[Stored data]

%%

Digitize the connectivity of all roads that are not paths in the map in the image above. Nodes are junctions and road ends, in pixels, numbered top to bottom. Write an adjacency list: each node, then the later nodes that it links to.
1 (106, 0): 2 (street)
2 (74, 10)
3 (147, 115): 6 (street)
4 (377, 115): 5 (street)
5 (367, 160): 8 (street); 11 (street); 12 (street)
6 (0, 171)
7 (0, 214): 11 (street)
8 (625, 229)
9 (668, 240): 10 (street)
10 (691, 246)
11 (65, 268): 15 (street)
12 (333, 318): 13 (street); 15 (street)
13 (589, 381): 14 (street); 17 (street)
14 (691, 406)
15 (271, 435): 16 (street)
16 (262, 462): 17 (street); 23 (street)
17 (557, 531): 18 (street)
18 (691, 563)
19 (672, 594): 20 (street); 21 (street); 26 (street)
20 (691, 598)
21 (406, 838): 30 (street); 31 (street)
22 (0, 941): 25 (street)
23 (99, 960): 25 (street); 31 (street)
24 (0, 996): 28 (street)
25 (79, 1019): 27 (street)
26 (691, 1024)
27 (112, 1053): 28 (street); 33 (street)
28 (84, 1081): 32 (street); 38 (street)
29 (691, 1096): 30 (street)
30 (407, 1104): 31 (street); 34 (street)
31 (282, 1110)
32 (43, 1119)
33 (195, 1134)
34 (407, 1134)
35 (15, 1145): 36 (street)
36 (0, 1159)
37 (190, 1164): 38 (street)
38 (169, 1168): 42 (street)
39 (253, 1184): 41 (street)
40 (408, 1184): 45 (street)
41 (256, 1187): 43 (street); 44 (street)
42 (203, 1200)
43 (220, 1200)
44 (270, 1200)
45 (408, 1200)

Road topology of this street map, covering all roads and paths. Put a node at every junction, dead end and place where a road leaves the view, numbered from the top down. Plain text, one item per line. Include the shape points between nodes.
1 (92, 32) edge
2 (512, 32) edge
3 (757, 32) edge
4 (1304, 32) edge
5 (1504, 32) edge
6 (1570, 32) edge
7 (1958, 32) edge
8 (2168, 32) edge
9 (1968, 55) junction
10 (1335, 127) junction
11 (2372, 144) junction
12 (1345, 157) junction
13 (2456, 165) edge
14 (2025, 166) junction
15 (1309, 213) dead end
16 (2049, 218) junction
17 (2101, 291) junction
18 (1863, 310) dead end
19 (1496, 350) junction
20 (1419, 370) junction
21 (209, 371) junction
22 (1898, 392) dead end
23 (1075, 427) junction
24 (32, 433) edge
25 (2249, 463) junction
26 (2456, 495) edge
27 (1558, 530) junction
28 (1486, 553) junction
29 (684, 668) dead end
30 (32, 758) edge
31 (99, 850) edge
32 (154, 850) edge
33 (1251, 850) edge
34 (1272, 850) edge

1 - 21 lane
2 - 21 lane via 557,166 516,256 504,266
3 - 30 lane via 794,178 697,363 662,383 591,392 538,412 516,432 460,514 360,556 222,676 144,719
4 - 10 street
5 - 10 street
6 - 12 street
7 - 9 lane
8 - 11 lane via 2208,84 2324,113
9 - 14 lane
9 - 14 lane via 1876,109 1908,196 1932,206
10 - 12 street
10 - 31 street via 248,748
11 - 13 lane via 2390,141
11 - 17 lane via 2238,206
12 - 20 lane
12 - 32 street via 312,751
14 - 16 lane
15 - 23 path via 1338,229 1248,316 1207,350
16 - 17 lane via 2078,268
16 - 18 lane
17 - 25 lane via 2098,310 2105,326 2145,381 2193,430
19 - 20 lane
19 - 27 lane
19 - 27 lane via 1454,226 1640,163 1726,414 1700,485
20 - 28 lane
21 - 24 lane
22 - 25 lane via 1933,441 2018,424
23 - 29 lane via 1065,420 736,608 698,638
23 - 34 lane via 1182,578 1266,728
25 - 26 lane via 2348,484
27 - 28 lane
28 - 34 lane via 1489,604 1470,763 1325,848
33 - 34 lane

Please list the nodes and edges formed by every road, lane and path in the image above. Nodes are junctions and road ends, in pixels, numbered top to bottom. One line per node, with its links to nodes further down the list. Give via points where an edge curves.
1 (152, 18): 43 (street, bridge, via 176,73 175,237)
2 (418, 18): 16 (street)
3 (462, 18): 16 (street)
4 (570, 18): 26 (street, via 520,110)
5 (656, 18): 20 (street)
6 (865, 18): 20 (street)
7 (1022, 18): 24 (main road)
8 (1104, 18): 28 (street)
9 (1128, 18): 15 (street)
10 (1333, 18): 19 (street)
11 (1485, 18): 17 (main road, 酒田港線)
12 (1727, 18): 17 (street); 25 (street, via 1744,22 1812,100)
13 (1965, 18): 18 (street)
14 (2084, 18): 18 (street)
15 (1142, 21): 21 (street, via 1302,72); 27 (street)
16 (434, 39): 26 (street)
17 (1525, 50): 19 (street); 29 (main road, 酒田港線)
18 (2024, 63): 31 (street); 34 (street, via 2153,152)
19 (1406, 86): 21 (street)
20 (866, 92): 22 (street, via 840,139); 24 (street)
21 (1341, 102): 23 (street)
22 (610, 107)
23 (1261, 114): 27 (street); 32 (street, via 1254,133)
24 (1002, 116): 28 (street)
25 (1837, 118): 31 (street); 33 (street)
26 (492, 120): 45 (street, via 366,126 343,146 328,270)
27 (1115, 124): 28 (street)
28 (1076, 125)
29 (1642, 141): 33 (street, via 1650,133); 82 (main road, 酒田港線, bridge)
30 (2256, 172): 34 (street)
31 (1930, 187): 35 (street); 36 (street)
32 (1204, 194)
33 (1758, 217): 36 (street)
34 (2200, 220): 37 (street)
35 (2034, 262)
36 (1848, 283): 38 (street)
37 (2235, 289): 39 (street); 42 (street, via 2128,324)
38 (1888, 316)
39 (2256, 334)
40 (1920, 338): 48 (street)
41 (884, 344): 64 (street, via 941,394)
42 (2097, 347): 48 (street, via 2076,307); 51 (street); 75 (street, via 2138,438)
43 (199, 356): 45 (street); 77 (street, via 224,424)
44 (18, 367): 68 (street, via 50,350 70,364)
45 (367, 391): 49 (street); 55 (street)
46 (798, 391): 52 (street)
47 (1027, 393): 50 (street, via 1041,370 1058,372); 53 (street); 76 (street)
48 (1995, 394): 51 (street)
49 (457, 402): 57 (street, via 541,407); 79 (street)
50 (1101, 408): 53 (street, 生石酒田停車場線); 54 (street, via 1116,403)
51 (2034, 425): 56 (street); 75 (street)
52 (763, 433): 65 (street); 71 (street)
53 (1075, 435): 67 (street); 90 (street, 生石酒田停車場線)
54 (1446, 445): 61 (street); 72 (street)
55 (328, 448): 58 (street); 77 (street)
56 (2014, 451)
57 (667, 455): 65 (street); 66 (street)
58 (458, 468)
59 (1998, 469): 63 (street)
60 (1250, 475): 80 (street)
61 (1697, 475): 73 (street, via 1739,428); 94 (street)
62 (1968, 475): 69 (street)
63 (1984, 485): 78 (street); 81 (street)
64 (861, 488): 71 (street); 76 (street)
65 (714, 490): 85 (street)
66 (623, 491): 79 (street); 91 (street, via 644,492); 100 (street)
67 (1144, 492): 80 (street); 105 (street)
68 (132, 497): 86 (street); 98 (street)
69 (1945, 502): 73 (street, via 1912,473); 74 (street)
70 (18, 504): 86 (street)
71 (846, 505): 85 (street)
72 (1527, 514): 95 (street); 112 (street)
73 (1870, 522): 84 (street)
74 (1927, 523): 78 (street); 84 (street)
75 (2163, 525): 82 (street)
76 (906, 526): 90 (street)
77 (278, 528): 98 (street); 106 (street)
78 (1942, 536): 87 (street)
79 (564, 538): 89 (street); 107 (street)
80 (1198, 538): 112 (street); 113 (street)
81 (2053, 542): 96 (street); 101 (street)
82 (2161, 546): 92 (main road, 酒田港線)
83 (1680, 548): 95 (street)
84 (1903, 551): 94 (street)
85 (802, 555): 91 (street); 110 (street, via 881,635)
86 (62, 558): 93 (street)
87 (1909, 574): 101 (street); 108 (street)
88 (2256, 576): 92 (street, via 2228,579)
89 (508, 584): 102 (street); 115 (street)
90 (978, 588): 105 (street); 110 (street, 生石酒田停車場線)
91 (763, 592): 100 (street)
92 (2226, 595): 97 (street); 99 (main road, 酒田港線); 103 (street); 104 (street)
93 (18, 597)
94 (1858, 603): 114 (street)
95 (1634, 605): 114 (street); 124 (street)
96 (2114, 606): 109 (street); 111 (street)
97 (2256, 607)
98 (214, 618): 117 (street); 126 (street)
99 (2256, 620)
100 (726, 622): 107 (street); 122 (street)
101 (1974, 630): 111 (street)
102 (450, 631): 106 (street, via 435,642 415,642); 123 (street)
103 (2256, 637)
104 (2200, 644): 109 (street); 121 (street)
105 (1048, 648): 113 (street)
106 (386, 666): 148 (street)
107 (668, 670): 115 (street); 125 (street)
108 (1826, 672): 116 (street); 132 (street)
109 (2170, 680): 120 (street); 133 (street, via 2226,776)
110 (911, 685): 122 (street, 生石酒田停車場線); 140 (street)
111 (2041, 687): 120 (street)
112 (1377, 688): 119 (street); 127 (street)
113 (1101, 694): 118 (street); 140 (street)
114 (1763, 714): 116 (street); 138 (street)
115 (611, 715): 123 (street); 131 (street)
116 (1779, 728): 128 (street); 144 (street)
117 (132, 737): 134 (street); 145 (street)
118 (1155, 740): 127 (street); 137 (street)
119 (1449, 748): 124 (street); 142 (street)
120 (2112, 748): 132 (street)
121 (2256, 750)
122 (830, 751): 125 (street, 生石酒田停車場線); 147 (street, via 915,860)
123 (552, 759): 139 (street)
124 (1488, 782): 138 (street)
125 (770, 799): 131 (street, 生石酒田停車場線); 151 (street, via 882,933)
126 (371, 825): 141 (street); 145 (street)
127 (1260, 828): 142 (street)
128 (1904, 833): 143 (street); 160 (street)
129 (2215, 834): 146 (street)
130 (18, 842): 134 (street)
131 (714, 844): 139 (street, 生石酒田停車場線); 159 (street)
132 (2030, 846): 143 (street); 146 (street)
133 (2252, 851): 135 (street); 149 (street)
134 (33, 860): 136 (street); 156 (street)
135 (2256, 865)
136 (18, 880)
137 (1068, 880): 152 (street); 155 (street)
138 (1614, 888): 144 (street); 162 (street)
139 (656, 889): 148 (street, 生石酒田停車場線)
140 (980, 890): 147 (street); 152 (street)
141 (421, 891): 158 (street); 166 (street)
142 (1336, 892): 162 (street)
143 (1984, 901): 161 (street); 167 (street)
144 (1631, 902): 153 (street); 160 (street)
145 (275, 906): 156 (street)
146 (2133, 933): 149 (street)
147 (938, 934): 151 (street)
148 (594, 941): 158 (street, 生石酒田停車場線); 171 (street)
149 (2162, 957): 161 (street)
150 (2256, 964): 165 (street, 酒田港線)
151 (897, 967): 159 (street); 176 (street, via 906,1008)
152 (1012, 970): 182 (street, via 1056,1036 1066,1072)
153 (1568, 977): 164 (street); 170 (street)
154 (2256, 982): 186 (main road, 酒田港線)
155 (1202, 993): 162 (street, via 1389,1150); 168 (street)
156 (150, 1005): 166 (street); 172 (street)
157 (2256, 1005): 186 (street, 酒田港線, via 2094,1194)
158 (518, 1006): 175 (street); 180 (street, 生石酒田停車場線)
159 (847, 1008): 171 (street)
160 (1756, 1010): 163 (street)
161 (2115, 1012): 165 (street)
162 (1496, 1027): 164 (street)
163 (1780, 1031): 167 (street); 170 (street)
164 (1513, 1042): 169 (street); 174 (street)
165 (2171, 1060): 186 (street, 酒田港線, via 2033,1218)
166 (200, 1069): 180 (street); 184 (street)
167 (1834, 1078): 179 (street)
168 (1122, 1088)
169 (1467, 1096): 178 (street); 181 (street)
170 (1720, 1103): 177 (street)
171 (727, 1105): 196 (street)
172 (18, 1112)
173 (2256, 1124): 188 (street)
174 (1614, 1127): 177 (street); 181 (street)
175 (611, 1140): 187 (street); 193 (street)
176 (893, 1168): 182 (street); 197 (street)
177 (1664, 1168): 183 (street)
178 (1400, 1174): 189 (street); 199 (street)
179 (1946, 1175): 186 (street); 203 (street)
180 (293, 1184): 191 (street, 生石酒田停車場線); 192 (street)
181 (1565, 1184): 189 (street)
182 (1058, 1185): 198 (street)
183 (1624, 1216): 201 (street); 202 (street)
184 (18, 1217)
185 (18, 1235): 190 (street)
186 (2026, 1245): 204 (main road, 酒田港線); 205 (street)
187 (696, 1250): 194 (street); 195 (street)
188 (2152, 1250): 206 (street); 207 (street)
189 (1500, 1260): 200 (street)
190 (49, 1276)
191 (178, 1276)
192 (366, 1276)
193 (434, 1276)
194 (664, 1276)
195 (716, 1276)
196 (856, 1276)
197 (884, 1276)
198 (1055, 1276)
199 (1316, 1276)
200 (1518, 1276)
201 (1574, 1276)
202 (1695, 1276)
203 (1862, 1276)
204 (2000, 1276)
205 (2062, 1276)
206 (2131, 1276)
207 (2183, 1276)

%%

- [Assignment]: Find the word "links" in the entries and show each line where it is found.

- [Exercise result]:
Digitize the connectivity of all roads that are not paths in the map in the image above. Nodes are junctions and road ends, in pixels, numbered top to bottom. Write an adjacency list: each node, then the later nodes that it links to.
Please list the nodes and edges formed by every road, lane and path in the image above. Nodes are junctions and road ends, in pixels, numbered top to bottom. One line per node, with its links to nodes further down the list. Give via points where an edge curves.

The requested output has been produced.